29/08/2014 - 20:00
A reunião dos bancos centrais em Jackson Hole, nos EUA, no fim de semana retrasado, mostrou como está difícil para os guardiões das principais moedas do mundo retomarem a cartilha da política monetária ortodoxa, que recomenda a alta dos juros para controlar a inflação quando a atividade econômica volta a acelerar com vigor. Com os efeitos da crise global de 2008 sendo sentidos até hoje nas economias desenvolvidas, os presidentes dos BCs têm olhado com desconfiança para sinais animadores de retomada do crescimento e relutam em subir taxas de juro próximas de zero.
A tradicional ênfase na inflação perdeu espaço para a análise de indicadores de mercado de trabalho, de consumo e de produção. Investidores internacionais, que dependem dessas decisões para alocar recursos em vários países, como o Brasil, terão de botar as barbas de molho por mais tempo. No encontro, no Estado americano de Wyoming, Janet Yellen, presidente do Federal Reserve (Fed, o banco central americano), deixou claro que não existe um fator único a ser avaliado. “A chave é descobrir quão distante a economia está de atingir sua meta de pleno emprego”, disse Janet.
O índice de desemprego, em 6,2%, recuou bastante da taxa de dois dígitos a que chegou no fim de 2009, mas está longe do pleno emprego de 2000, quando a taxa era de apenas 4%. As declarações de Janet revelam a dificuldade em interpretar dados ambíguos do mercado de trabalho – o desemprego cai, mas os salários não sobem ou até encolhem com vagas de pior qualidade e de meio período. Prorrogam o compasso de espera em que o mundo se enfiou, desde os primeiros sinais de desmonte da política de estímulos monetários nos EUA, com investidores e autoridades tentando acertar o momento exato da elevação da taxa de juros. O encontro em Jackson Hole indica que Janet não está isolada em suas avaliações.

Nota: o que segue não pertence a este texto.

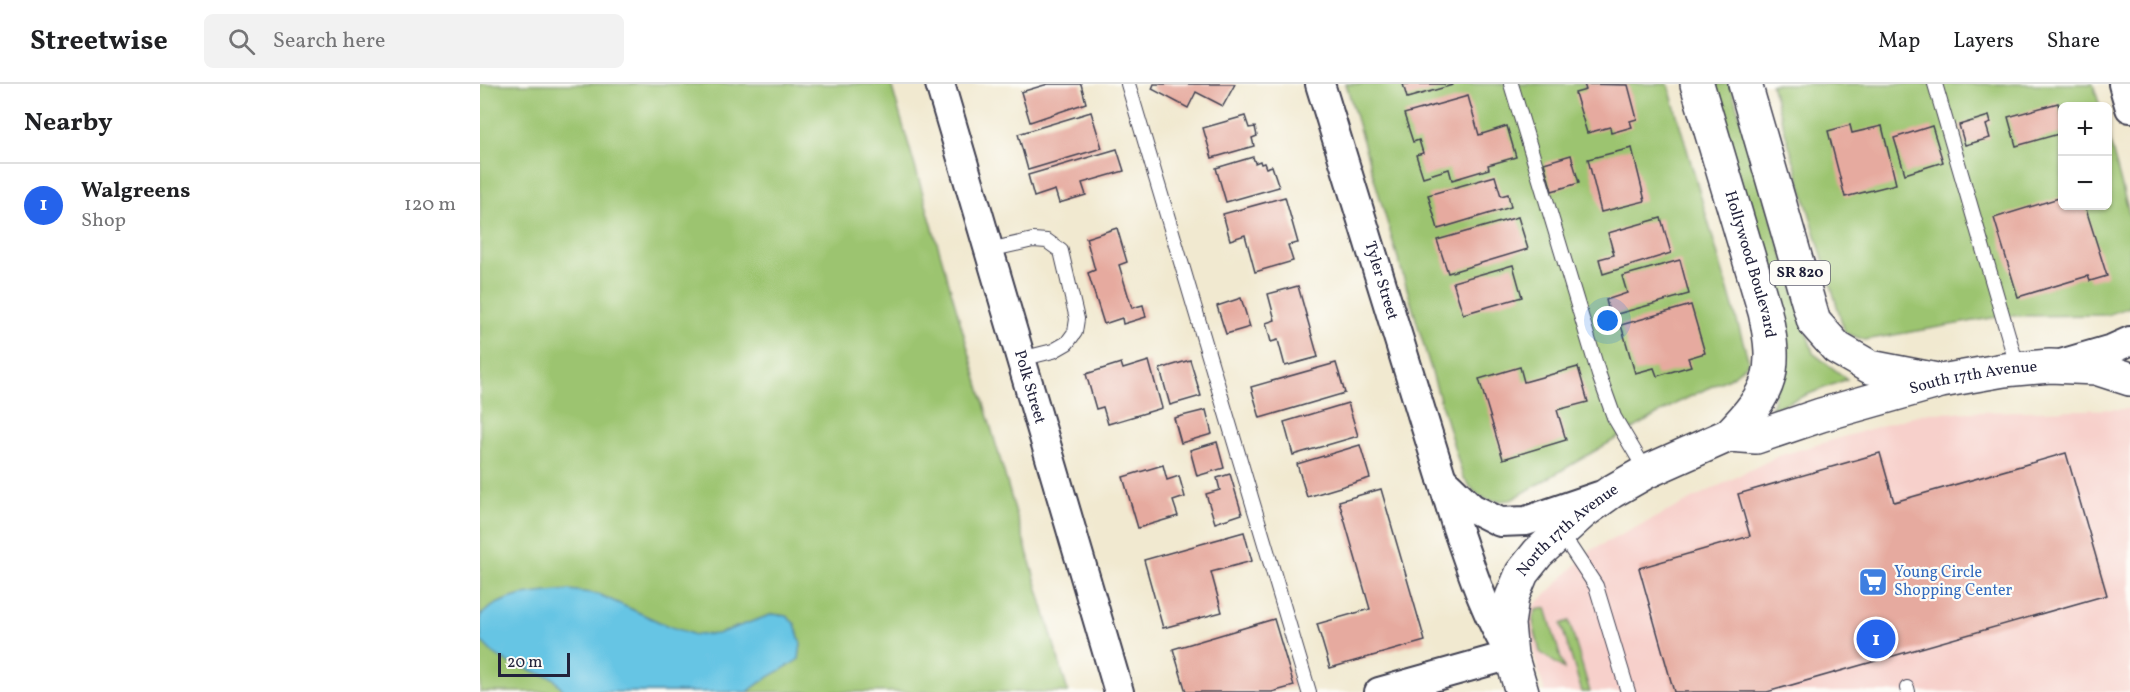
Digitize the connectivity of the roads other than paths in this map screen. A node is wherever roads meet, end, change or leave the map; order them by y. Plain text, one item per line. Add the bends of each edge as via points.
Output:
1 (940, 84) edge
2 (1128, 84) edge
3 (1320, 84) edge
4 (1511, 84) edge
5 (1697, 84) edge
6 (1745, 84) edge
7 (1935, 84) edge
8 (2123, 84) edge
9 (2130, 108) edge
10 (989, 250) junction
11 (2130, 341) edge
12 (1021, 359) junction
13 (2034, 368) junction
14 (2130, 379) edge
15 (1941, 381) junction
16 (1821, 415) joint
17 (1729, 435) junction
18 (1646, 472) junction
19 (1440, 478) junction
20 (1611, 492) junction
21 (1561, 533) junction
22 (1510, 655) junction
23 (1119, 692) edge
24 (1309, 692) edge
25 (1379, 692) edge
26 (1522, 692) edge
27 (1628, 692) edge

1 - 10 street, Polk Street
2 - 24 lane
3 - 19 street, Tyler Street
4 - 18 lane via 1599,375 1614,417
5 - 17 main road, Hollywood Boulevard / SR 820 via 1772,342 1771,368 1764,392 1752,412
6 - 15 main road, SR 820 via 1814,322 1837,348 1870,367
7 - 13 lane
8 - 9 street
10 - 12 street, Polk Street
10 - 12 lane via 1034,240 1047,241 1061,251 1077,319 1075,332 1067,344 1053,351
11 - 13 street
12 - 23 street, Polk Street
13 - 14 main road, South 17th Avenue / SR 820 via 2097,368
13 - 15 main road, South 17th Avenue / SR 820
15 - 16 main road, South 17th Avenue
16 - 17 main road, North 17th Avenue via 1756,437
17 - 18 main road, North 17th Avenue / SR 820
18 - 20 main road, North 17th Avenue / SR 820
19 - 20 street, Tyler Street via 1472,508 1500,522 1526,521
19 - 22 street, Tyler Street via 1478,589
20 - 21 main road, North 17th Avenue / SR 820
21 - 22 main road, North 17th Avenue / SR 820 via 1522,573 1512,597 1508,624
21 - 27 lane via 1596,586
22 - 25 street
22 - 26 main road, Tyler Street / SR 820

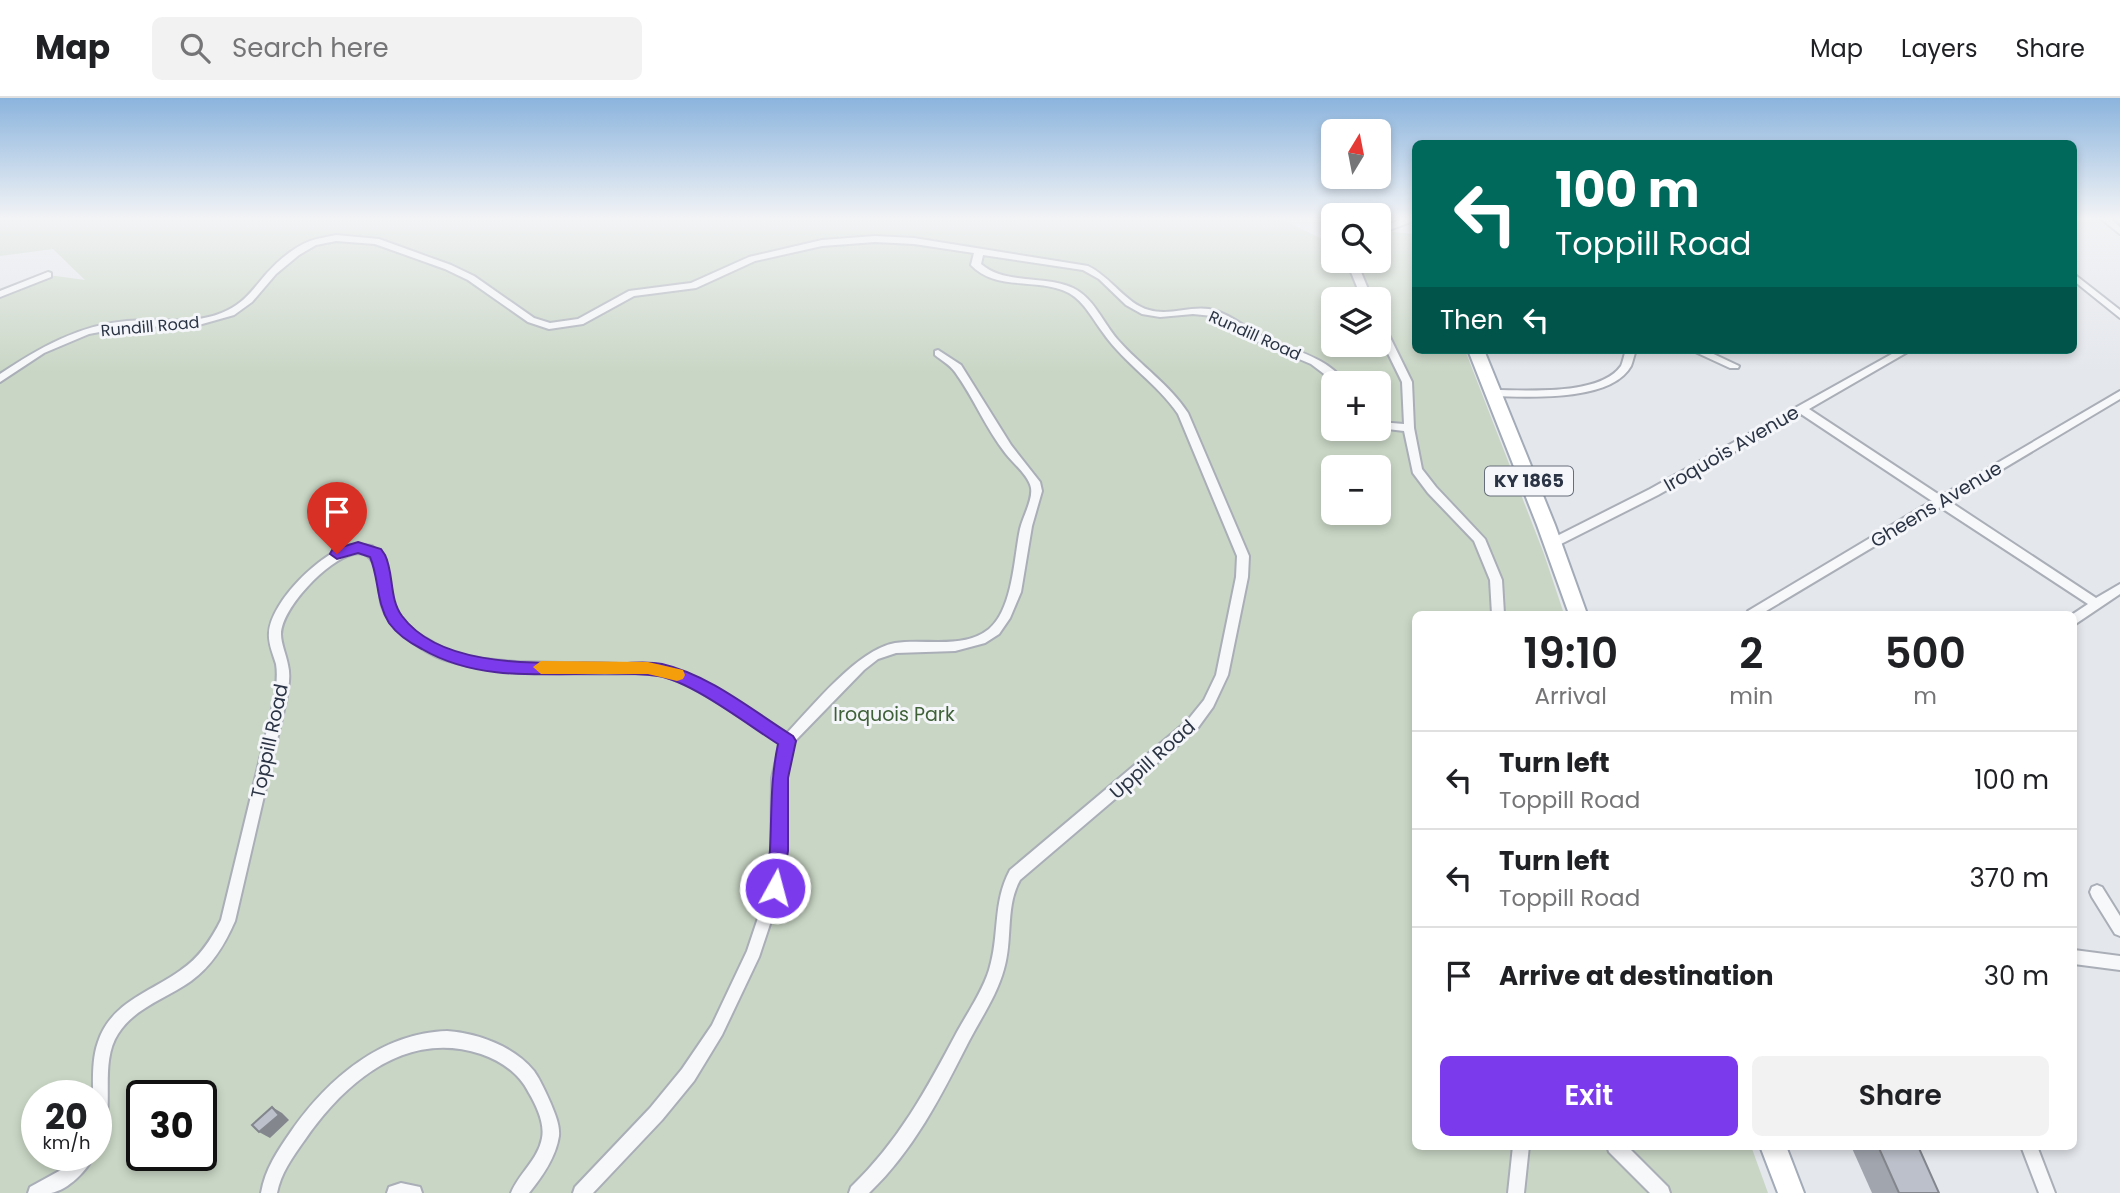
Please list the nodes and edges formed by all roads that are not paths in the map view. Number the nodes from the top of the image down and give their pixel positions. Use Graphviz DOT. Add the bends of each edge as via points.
graph roads {
  1 [pos="277,269"];
  2 [pos="452,269"];
  3 [pos="731,269"];
  4 [pos="981,269"];
  5 [pos="1087,269"];
  6 [pos="48,275"];
  7 [pos="2077,279"];
  8 [pos="0,294"];
  9 [pos="2120,315"];
  10 [pos="1391,349"];
  11 [pos="938,353"];
  12 [pos="1478,354"];
  13 [pos="1630,354"];
  14 [pos="1706,354"];
  15 [pos="1899,354"];
  16 [pos="1734,366"];
  17 [pos="1328,371"];
  18 [pos="0,379"];
  19 [pos="1494,393"];
  20 [pos="2120,394"];
  21 [pos="1801,409"];
  22 [pos="1391,426"];
  23 [pos="1409,428"];
  24 [pos="1941,501"];
  25 [pos="1553,543"];
  26 [pos="2120,588"];
  27 [pos="2096,604"];
  28 [pos="1498,611"];
  29 [pos="1577,611"];
  30 [pos="1757,611"];
  31 [pos="2077,618"];
  32 [pos="897,647"];
  33 [pos="787,741"];
  34 [pos="2097,892"];
  35 [pos="2120,929"];
  36 [pos="2077,957"];
  37 [pos="2120,963"];
  38 [pos="101,1080"];
  39 [pos="1521,1150"];
  40 [pos="1619,1150"];
  41 [pos="1775,1150"];
  42 [pos="2031,1150"];
  43 [pos="72,1171"];
  44 [pos="36,1193"];
  45 [pos="269,1193"];
  46 [pos="395,1193"];
  47 [pos="414,1193"];
  48 [pos="519,1193"];
  49 [pos="581,1193"];
  50 [pos="857,1193"];
  51 [pos="1516,1193"];
  52 [pos="1662,1193"];
  53 [pos="1791,1193"];
  54 [pos="2047,1193"];
  1 -- 18 [label="street, Rundill Road" via="231,313 195,323 126,324 86,332 41,351"];
  2 -- 3 [label="street, Rundill Road" via="531,320 555,326 591,318 632,293 693,286"];
  4 -- 50 [label="street, Uppill Road" via="986,274 1046,282 1078,295 1115,343 1170,396 1183,413 1239,541 1244,564 1222,675 1209,703 1158,756 1015,875 1005,893 1002,949 986,993 909,1138"];
  5 -- 17 [label="street, Rundill Road" via="1104,277 1145,312 1219,315 1262,341"];
  6 -- 8 [label="street"];
  7 -- 9 [label="street"];
  10 -- 23 [label="street" via="1407,382"];
  11 -- 32 [label="street" via="957,367 1037,491 1015,592 995,631 969,644"];
  12 -- 19 [label="main road, KY 1865"];
  13 -- 19 [label="street" via="1622,372 1593,387"];
  14 -- 16 [label="street"];
  15 -- 21 [label="street, Iroquois Avenue"];
  19 -- 25 [label="main road, KY 1865"];
  20 -- 24 [label="street, Gheens Avenue"];
  21 -- 24 [label="street"];
  21 -- 25 [label="street, Iroquois Avenue"];
  22 -- 23 [label="street"];
  23 -- 28 [label="street" via="1421,476 1468,525 1488,556 1496,580"];
  24 -- 27 [label="street"];
  24 -- 30 [label="street, Gheens Avenue"];
  25 -- 29 [label="main road, KY 1865"];
  26 -- 27 [label="street"];
  27 -- 31 [label="street"];
  32 -- 33 [label="street" via="860,666"];
  33 -- 38 [label="street, Toppill Road" via="695,683 660,670 516,667 447,656 397,622 388,607 376,553 358,547 337,554 291,600 276,624 283,679 228,921 219,942 198,967 139,1003 112,1028 104,1046"];
  33 -- 49 [label="street" via="779,778 778,866 754,952 717,1030 688,1074"];
  34 -- 35 [label="street"];
  36 -- 37 [label="street"];
  39 -- 51 [label="street"];
  40 -- 52 [label="street"];
  41 -- 53 [label="main road"];
  42 -- 54 [label="street"];
  43 -- 44 [label="street"];
  45 -- 48 [label="street" via="283,1158 334,1090 382,1056 443,1039 494,1050 532,1080 552,1135 541,1164"];
  46 -- 47 [label="street"];
}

“Os dados da produção já não são mais suficientes para determinar a pressão inflacionária e os movimentos no desemprego também se tornaram importantes”, disse Ben Broadbent, vice-presidente do Banco Central da Inglaterra (BoE). A falta de um caminho único no mundo é clara. Enquanto o Fed sinaliza uma possível alta de juros em 2015, o Japão e a Europa avisam que devem adotar mais estímulos. “Os riscos de fazer muito pouco, isto é, de que o desemprego cíclico se torne estrutural, supera os riscos de se fazer demais”, disse o presidente do BC europeu, Mario Draghi. Tentando tirar o Japão de duas décadas de estagnação, o presidente da autoridade monetária do país, Haruhiko Kuroda, pretende manter sua política monetária frouxa “até que a inflação atinja a meta de 2% e não caia”.
Prometeu até intensificar as ações do BC, se necessário. No Brasil, a situação é oposta. O presidente do Banco Central do Brasil, Alexandre Tombini, disse que a redução do desemprego, hoje no menor nível já registrado, pressionou os preços dos serviços. “O desafio para a política monetária é distinguir entre tendências cíclicas e estruturais no mercado de trabalho”, afirmou Tombini. Mas se o Brasil não sofre com desemprego, pode padecer com as consequências das medidas que serão tomadas nos países desenvolvidos para retomar o crescimento. “Se o Fed ameaçar de fato subir os juros, os capitais europeus e japoneses irão inundar os Estados Unidos, valorizando o dólar”, diz o economista-chefe da Gradual Investimentos, André Perfeito.
No início deste ano, quando o banco central americano sinalizou que poderia reduzir o ritmo de compras mensais de bônus, os investidores correram para os títulos americanos, causando turbulência nos emergentes. Desta vez, o Fed está buscando reduzir essa volatilidade, anunciando de antemão que pode adiar ou retirar os estímulos conforme as respostas da economia. Para o economista Rodolfo Oliveira, da Tendências Consultoria, isso significa que os investidores vão, desde já, procurar se antecipar à alta dos juros, correndo para o dólar. “A partir de agora, a tendência é a desvalorização do real”, diz Oliveira. Pior do que a alta do dólar, o que mais atrapalha os negócios é a oscilação que normalmente ocorre nesses momentos de incerteza.